TASK DIRECTIONS:
Exact repetition of every record is required.

___

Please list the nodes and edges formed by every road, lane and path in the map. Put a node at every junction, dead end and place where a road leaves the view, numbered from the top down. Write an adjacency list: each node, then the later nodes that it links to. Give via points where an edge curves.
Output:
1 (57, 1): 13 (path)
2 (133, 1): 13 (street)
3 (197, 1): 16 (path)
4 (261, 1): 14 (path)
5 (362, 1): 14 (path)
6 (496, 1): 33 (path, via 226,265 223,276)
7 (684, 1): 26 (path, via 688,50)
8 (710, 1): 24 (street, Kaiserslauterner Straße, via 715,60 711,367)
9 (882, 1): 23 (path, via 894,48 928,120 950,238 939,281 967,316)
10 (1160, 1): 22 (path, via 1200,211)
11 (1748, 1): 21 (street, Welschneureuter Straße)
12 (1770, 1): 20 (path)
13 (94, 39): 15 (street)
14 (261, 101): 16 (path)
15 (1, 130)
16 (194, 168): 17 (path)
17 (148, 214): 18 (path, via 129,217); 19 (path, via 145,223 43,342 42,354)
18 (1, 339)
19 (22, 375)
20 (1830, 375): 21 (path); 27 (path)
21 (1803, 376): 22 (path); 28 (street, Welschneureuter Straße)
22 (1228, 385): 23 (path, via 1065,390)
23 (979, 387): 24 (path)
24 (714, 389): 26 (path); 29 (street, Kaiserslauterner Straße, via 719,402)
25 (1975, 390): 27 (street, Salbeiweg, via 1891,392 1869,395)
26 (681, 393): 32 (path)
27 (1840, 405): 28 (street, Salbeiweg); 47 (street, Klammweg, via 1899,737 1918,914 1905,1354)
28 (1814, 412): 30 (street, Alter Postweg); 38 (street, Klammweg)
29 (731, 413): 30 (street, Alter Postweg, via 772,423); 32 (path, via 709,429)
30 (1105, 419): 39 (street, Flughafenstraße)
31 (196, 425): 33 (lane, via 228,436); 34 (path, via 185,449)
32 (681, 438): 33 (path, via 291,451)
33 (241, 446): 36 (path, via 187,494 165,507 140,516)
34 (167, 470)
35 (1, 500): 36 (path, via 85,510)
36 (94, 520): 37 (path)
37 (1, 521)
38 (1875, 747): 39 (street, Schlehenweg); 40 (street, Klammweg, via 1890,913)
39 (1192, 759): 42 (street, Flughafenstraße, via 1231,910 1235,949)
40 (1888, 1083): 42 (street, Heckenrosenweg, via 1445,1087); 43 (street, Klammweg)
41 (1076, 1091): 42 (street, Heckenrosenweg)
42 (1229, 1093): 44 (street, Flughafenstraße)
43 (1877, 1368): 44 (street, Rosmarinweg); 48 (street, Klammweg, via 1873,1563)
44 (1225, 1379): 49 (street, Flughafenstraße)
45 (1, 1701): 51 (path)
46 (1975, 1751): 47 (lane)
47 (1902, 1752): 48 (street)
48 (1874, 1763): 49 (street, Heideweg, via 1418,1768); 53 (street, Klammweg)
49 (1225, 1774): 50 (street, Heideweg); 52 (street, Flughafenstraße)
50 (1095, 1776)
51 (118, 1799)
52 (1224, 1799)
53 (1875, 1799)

___

EXPECTED OUTPUT:
Please list the nodes and edges formed by every road, lane and path in the map. Put a node at every junction, dead end and place where a road leaves the view, numbered from the top down. Write an adjacency list: each node, then the later nodes that it links to. Give via points where an edge curves.
Output:
1 (57, 1): 13 (path)
2 (133, 1): 13 (street)
3 (197, 1): 16 (path)
4 (261, 1): 14 (path)
5 (362, 1): 14 (path)
6 (496, 1): 33 (path, via 226,265 223,276)
7 (684, 1): 26 (path, via 688,50)
8 (710, 1): 24 (street, Kaiserslauterner Straße, via 715,60 711,367)
9 (882, 1): 23 (path, via 894,48 928,120 950,238 939,281 967,316)
10 (1160, 1): 22 (path, via 1200,211)
11 (1748, 1): 21 (street, Welschneureuter Straße)
12 (1770, 1): 20 (path)
13 (94, 39): 15 (street)
14 (261, 101): 16 (path)
15 (1, 130)
16 (194, 168): 17 (path)
17 (148, 214): 18 (path, via 129,217); 19 (path, via 145,223 43,342 42,354)
18 (1, 339)
19 (22, 375)
20 (1830, 375): 21 (path); 27 (path)
21 (1803, 376): 22 (path); 28 (street, Welschneureuter Straße)
22 (1228, 385): 23 (path, via 1065,390)
23 (979, 387): 24 (path)
24 (714, 389): 26 (path); 29 (street, Kaiserslauterner Straße, via 719,402)
25 (1975, 390): 27 (street, Salbeiweg, via 1891,392 1869,395)
26 (681, 393): 32 (path)
27 (1840, 405): 28 (street, Salbeiweg); 47 (street, Klammweg, via 1899,737 1918,914 1905,1354)
28 (1814, 412): 30 (street, Alter Postweg); 38 (street, Klammweg)
29 (731, 413): 30 (street, Alter Postweg, via 772,423); 32 (path, via 709,429)
30 (1105, 419): 39 (street, Flughafenstraße)
31 (196, 425): 33 (lane, via 228,436); 34 (path, via 185,449)
32 (681, 438): 33 (path, via 291,451)
33 (241, 446): 36 (path, via 187,494 165,507 140,516)
34 (167, 470)
35 (1, 500): 36 (path, via 85,510)
36 (94, 520): 37 (path)
37 (1, 521)
38 (1875, 747): 39 (street, Schlehenweg); 40 (street, Klammweg, via 1890,913)
39 (1192, 759): 42 (street, Flughafenstraße, via 1231,910 1235,949)
40 (1888, 1083): 42 (street, Heckenrosenweg, via 1445,1087); 43 (street, Klammweg)
41 (1076, 1091): 42 (street, Heckenrosenweg)
42 (1229, 1093): 44 (street, Flughafenstraße)
43 (1877, 1368): 44 (street, Rosmarinweg); 48 (street, Klammweg, via 1873,1563)
44 (1225, 1379): 49 (street, Flughafenstraße)
45 (1, 1701): 51 (path)
46 (1975, 1751): 47 (lane)
47 (1902, 1752): 48 (street)
48 (1874, 1763): 49 (street, Heideweg, via 1418,1768); 53 (street, Klammweg)
49 (1225, 1774): 50 (street, Heideweg); 52 (street, Flughafenstraße)
50 (1095, 1776)
51 (118, 1799)
52 (1224, 1799)
53 (1875, 1799)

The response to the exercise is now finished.